3. A Constituição Federal estabelece em seu art. 20, VI, que: “São bens da União: […] IV – […] as ilhas oceânicas e as costeiras, excluídas, destas, as que contenham a sede de Municípios, exceto aquelas áreas afetadas ao serviço público e a unidade ambiental federal, e as referidas no art. 26, II” (trecho introduzido pela EC nº 46 de 05/05/2005).
4. O tema em análise foi apreciado pelo egrégio Supremo Tribunal Federal, em julgamento realizado sob o rito da repercussão geral a que alude o art. 543-B do Código de Processo Civil de 1973 (RG-RE 636.199/ES), reconhecendo que: “[…] A EC nº 46/2005 não alterou o regime patrimonial dos terrenos de marinha, tampouco dos potenciais de energia elétrica, dos recursos minerais, das terras tradicionalmente ocupadas pelos índios e de nenhum outro bem arrolado no art. 20 da CF. […] Ausente fator de discrímen a legitimar a geração de efeitos desuniformes, no tocante ao regramento dos terrenos de marinha e acrescidos, entre municípios insulares e continentais, incide sobre ambos, sem distinção, o art. 20, VII, da Constituição da República. 7. Tese firmada pelo Plenário do Supremo Tribunal Federal: Ao equiparar o regime jurídico-patrimonial das ilhas costeiras em que sediados Municípios àquele incidente sobre a porção continental do território brasileiro, a Emenda Constitucional nº 46/2005 não interferiu na propriedade da União, nos moldes do art. 20, VII, da Constituição da República, sobre os terrenos de marinha e seus acrescidos situados em ilhas costeiras sede de Municípios, incólumes as relações jurídicas daí decorrentes. […] 9. Recurso extraordinário conhecido e não provido” (RE 636.199, Rel.
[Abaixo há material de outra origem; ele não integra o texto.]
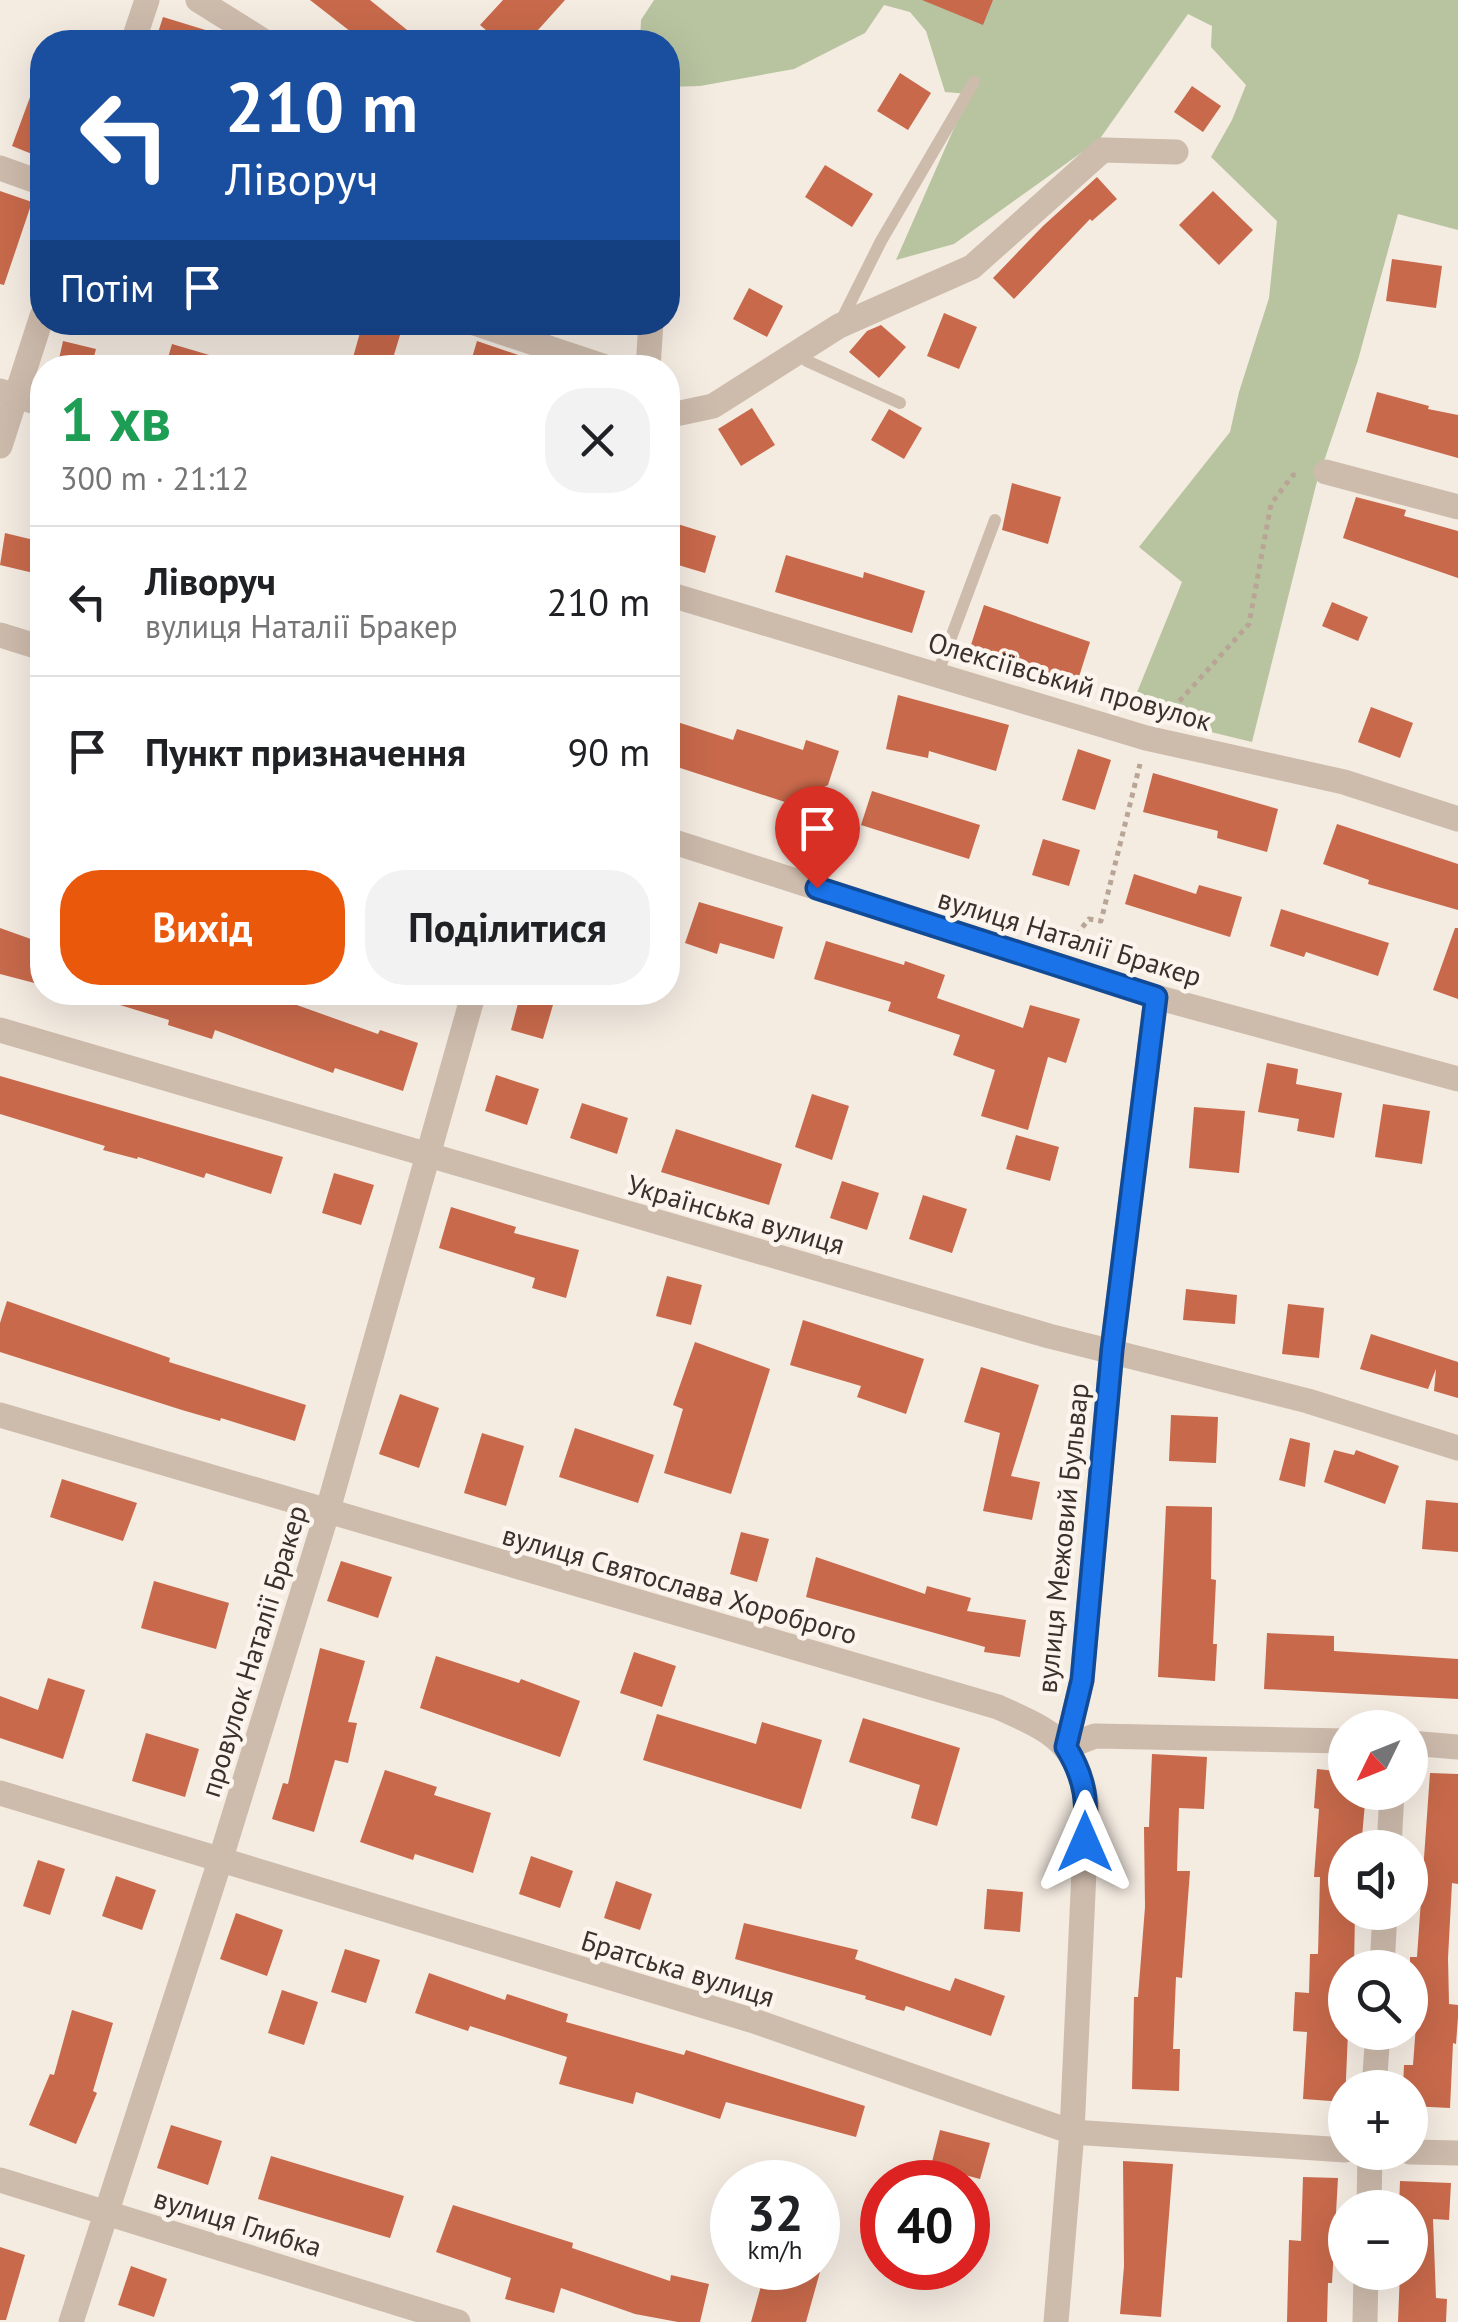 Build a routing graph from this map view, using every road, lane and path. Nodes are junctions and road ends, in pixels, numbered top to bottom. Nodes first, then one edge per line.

Ministra Rosa Weber, Tribunal Pleno, DJe-170 de 03/08/2017).
5. Dos documentos acostados aos autos, destaca-se que o imóvel caracterizado como “Nacional Interior”, desmembrado da área denominada Rio Anil, foi objeto de aforamento transcrito em registro imobiliário em 13/03/1973, ou seja, em data anterior à vigência da Emenda Constitucional nº 46/2005.
6. Legítima, portanto, a exigência da taxa de ocupação, foro e laudêmio previstos nos arts. 1º e 3º do Decreto-Lei nº 2.398/1987.
7. Conforme já decidiu esta egrégia Corte: “Imóvel localizado em ilha costeira (‘nacional interior’) de que a União tem o ‘domínio pleno’ constituído antes da vigência da EC 46/2005 dispensa ‘demarcação administrativa’. Nada tem a ver com imóvel situado em “terreno de marinha”, não se aplicando assim os correspondentes dispositivos legais nem o precedente do STF na ADI 4.264-PE acerca da nulidade da demarcação administrativa desse terreno” (EDcl na ApelRemNec 0017361.66.2013.4.01.3700, Rel. Desembargador Federal Novély Vilanova da Silva Reis, julgado em 28/04/2021).
8. Apelação não provida.
Com essas considerações, o relator declarou seu voto no sentido de manter a sentença e negar provimento à apelação.